Beware - technical data follows.
I have many workers - all reply properly to the 3 core servers that send them tests.
-------- service file setup
On the mod_gearman workers.
In the /etc/systemd/system location
I have 3 service files, one for each core server that sends tests. This avoids file name collisions.
(copied from /usr/lib/systemd/system and renamed and edited to fit my use)
This is one file.
cat mod-gearman-worker-core01.service
Code: Select all
[Unit]
Description=Mod-Gearman Worker for core01
Documentation=http://mod-gearman.org/docs.html
After=network.target
[Service]
EnvironmentFile=/etc/sysconfig/mod-gearman-worker-core01
Type=forking
PIDFile=/var/mod_gearman/mod_gearman_worker-core01.pid
ExecStart=/usr/bin/mod_gearman_worker -d --config=/etc/mod_gearman/worker-core01.conf --pidfile=/var/mod_gearman/mod_gearman_worker-core01.pid
ExecReload=/bin/kill -HUP $MAINPID
User=nagios
Group=nagios
StandardOutput=journal
StandardError=inherit
[Install]
WantedBy=multi-user.target
------- start stop and status shell scripts
This is on the worker system.
I use systemctl to start and stop each mod_gearman.service. Via a shell script. Or I just cat the file and use the line I need.
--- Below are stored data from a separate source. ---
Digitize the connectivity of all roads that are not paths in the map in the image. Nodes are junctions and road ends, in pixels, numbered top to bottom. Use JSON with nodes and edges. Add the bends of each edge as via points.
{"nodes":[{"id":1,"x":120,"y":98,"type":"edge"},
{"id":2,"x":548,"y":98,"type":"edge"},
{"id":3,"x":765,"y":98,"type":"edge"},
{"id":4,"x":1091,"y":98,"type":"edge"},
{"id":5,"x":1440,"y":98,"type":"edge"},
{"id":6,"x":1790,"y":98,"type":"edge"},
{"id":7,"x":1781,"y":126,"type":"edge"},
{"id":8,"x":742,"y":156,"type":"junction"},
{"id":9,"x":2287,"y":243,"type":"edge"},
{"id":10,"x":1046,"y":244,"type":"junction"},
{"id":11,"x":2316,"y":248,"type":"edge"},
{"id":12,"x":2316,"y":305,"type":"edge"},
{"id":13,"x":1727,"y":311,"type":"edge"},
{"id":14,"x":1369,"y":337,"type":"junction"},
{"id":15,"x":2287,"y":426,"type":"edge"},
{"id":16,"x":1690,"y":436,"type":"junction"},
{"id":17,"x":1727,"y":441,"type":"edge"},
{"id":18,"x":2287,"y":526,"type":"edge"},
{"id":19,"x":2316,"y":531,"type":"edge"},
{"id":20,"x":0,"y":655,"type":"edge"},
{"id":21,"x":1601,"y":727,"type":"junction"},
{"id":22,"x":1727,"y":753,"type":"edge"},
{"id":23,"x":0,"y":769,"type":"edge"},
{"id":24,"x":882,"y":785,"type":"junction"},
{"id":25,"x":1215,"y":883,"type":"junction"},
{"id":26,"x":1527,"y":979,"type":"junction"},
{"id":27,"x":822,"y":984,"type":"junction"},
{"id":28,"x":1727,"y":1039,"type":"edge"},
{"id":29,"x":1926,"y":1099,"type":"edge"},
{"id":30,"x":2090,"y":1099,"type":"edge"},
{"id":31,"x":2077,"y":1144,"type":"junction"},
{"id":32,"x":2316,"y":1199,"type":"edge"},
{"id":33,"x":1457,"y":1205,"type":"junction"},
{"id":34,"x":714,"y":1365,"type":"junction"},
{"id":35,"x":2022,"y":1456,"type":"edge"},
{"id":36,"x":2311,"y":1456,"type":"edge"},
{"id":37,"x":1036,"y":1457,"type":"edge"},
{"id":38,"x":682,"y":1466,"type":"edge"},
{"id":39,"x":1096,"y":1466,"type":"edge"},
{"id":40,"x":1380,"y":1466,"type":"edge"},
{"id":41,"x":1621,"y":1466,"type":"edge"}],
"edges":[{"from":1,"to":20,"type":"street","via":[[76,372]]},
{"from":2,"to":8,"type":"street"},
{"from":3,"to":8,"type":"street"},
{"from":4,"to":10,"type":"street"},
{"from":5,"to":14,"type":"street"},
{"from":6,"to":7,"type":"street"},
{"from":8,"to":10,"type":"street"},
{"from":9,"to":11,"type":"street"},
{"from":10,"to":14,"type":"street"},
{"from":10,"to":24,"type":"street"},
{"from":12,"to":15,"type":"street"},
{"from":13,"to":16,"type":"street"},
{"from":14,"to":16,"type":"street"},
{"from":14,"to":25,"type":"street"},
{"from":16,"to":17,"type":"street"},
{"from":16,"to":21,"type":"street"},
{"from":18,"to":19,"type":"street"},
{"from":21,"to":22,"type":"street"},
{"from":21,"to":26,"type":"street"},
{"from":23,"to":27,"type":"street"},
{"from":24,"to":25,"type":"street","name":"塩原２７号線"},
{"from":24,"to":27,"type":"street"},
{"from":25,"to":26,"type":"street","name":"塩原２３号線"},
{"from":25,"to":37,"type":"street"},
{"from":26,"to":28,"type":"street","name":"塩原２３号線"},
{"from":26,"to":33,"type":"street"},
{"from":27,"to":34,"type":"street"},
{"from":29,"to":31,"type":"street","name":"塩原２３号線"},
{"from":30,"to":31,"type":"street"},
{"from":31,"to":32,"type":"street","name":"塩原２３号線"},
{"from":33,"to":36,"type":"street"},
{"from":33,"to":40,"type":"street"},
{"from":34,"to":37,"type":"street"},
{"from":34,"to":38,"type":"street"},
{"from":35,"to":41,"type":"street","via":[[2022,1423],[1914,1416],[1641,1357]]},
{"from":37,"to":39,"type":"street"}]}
I have 3 scripts, one each for start, stop, status on each worker.
cat nagios-start.sh
Code: Select all
#!/bin/bash
# turn on echo mode
set -x
#
# Stop the services in the proper order
sudo systemctl start mod-gearman-worker-core01
sudo systemctl start mod-gearman-worker-core02
sudo systemctl start mod-gearman-worker-core03
# Finished
(I actually use:
sudo /usr/local/nagiosxi/scripts/manage_services.sh start mod-gearman-worker-core01
but systemctl is in the manage_services.sh script. - Explained at the bottom)
------------ mod_gearman conf files for each Nagios XI core server
I have 3 config files in /etc/mod_gearman
The files are identical except for the file names and core server IP. Each worker server has different setup but these 3 lines are the same.
worker-core01.conf
worker-core02.conf
worker-core03.conf
And each file has just those 3 lines different.
Code: Select all
logfile=/var/log/mod_gearman/mod_gearman_worker-core01.log
logfile=/var/log/mod_gearman/mod_gearman_worker-core02.log
logfile=/var/log/mod_gearman/mod_gearman_worker-core03.log
server=[Core System 1 IP]:4730
server=[Core System 2 IP]:4730
server=[Core System 3 IP]:4730
pidfile=/var/mod_gearman/mod_gearman_worker-core01.pid
pidfile=/var/mod_gearman/mod_gearman_worker-core02.pid
pidfile=/var/mod_gearman/mod_gearman_worker-core03.pid
This coexists perfectly on the workers and could probably support more core servers.
I run 10 workers presently and adding more soon.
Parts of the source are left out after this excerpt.